Nono negiert das konventionelle Einander-Gegenüber-Sitzen der Konzert-Situation, indem er das Publikum mit mehreren Klang-Gruppen – Chören, Instrumentalgruppen und Lautsprechern – umgibt. Die Musik ist hoch-komplex, steckt voller Mikrotonalität, Fermaten und komplizierter elektronischer Effekte, aber ihre grundsätzliche Absicht ist es, weniger gespielt zu werden als vielmehr zu geschehen. Das gelingt in Darmstadt über weite Strecken ausgezeichnet. Zwischendurch wird in kleinen Pausen das Publikum zu einem choreografierten Wechsel des Sitzplatzes gebeten.
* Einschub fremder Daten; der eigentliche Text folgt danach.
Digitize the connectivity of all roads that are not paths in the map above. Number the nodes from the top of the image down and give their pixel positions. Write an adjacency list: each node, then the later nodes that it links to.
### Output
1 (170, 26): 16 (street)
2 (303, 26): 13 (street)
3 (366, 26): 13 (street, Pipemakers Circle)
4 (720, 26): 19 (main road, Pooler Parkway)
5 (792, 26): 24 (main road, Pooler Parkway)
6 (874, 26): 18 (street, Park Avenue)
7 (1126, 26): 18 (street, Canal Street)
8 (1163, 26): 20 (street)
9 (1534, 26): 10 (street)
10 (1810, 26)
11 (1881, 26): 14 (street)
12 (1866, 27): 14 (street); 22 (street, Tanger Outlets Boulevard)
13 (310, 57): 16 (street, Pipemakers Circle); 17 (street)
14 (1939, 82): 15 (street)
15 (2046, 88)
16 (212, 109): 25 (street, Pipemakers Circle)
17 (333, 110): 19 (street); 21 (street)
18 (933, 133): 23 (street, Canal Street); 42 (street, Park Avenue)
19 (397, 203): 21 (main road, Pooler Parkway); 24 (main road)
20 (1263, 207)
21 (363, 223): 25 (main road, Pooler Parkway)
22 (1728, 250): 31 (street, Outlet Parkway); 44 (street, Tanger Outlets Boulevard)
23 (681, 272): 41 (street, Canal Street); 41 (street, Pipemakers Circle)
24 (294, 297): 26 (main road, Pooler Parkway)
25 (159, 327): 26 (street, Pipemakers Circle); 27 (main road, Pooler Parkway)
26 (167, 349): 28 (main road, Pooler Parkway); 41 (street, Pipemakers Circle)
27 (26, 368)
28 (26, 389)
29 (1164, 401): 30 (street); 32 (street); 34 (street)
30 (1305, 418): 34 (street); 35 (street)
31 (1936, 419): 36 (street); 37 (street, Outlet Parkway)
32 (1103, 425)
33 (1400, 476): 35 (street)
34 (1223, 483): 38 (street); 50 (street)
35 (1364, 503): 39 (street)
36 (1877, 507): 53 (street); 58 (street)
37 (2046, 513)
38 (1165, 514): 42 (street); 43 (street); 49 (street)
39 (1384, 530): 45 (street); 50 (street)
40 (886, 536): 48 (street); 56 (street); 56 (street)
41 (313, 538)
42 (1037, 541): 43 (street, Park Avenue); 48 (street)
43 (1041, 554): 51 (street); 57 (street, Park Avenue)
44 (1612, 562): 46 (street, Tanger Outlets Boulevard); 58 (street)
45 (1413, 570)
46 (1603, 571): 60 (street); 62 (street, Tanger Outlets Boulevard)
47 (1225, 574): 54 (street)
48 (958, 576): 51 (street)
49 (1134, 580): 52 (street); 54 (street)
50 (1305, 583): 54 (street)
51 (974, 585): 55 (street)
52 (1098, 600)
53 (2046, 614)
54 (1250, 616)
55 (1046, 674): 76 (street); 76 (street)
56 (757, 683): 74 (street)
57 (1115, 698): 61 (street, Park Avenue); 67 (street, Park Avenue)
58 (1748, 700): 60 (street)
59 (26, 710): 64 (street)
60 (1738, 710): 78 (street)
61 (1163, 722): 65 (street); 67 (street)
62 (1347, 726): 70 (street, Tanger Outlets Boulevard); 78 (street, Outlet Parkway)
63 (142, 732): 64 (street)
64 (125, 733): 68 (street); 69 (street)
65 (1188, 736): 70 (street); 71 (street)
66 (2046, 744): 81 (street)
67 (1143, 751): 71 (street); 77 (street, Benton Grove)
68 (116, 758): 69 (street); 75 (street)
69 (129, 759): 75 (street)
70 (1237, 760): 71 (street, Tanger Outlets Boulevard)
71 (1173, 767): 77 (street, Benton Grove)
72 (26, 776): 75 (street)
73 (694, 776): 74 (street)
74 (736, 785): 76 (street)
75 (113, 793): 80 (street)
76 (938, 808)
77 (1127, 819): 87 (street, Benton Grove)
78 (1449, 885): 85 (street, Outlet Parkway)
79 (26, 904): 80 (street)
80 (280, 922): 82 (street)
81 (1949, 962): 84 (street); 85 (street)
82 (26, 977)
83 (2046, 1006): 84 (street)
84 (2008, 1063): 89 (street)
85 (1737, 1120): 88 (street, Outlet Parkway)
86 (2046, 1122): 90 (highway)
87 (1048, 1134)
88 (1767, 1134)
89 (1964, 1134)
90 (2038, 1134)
Der technische Aufwand für Färbung, Verteilung und Bewegung des akustischen Geschehens ist erheblich. Für die Klangregie hat das Staatstheater Darmstadt auf das Know-how des Experimentalstudios des SWR zurückgreifen können, das  gewissermaßen zu den Nachlassverwaltern von Nonos Musik gehört. Reinhold Braig, Michael Acker und Joachim Haas sorgen für feinsinnig gestaltete Bewegungs- und Hall-Effekte. Unter der musikalischen Leitung von Johannes Harneit sind als Co-Dirigenten Joachim Enders und Thomas Eitler-de-Lin beteiligt sowie eine überaus kompetente Reihe von Gesangssolistinnen und –solisten, Instrumentalsolisten sowie das komplette Staatsorchester Darmstadt, Opernchor und Statisterie. Trotz des Aufwandes betreibt die Einrichtung, die Intendant Karsten Wiegand dem Werk angedeihen lässt, keine Überwältigungs-Ästhetik. Alles dient hier der Entfaltung raumfüllender Subtilität und meditativer Konzentration. So schafft die Musik gegen jede Sporthallen-Banalität ihren eigenen Raum, ähnlich wie eine archaische Höhlenmalerei ihre Höhle in einem bestimmten Sinne auch erst erschafft.

Das Anliegen des „Prometeo“ ist nicht die Verständlichkeit der diskursiven Ebene. Wer wissen will, wie Luigi Nono und Librettist Massimo Cacciari die Geschichte der Menschheit als Tragödie im Sinne einer Dialektik von Mythos und Aufklärung, Befreiung und Gewalt entwerfen, kann sich zu einer längeren Lektüre-Strecke einladen lassen. Das Programmheft enthält hierfür Hinweise. In den Böllenfalltor-Hallen wird es im Laufe des Abends langsam dunkler. Keine theatralen Schweinwerferbatterien werden gegen diesen Naturvorgang in Stellung gebracht. Wer will, kann das als einen transzendenten Kommentar zur Situation der Aufklärung am Beginn des 21. Jahrhunderts lesen. Andererseits wäre es vielleicht gut gewesen, im Gegenzug eine „Prometeo“-Aufführung morgens um drei Uhr anzusetzen und in den beginnenden Tag hinein ragen zu lassen. Vielleicht gelänge es Nonos Komposition auch, ihre eigene Zeit zu schaffen.

  • Weitere Aufführungen am 17. und 19. Juli 2015.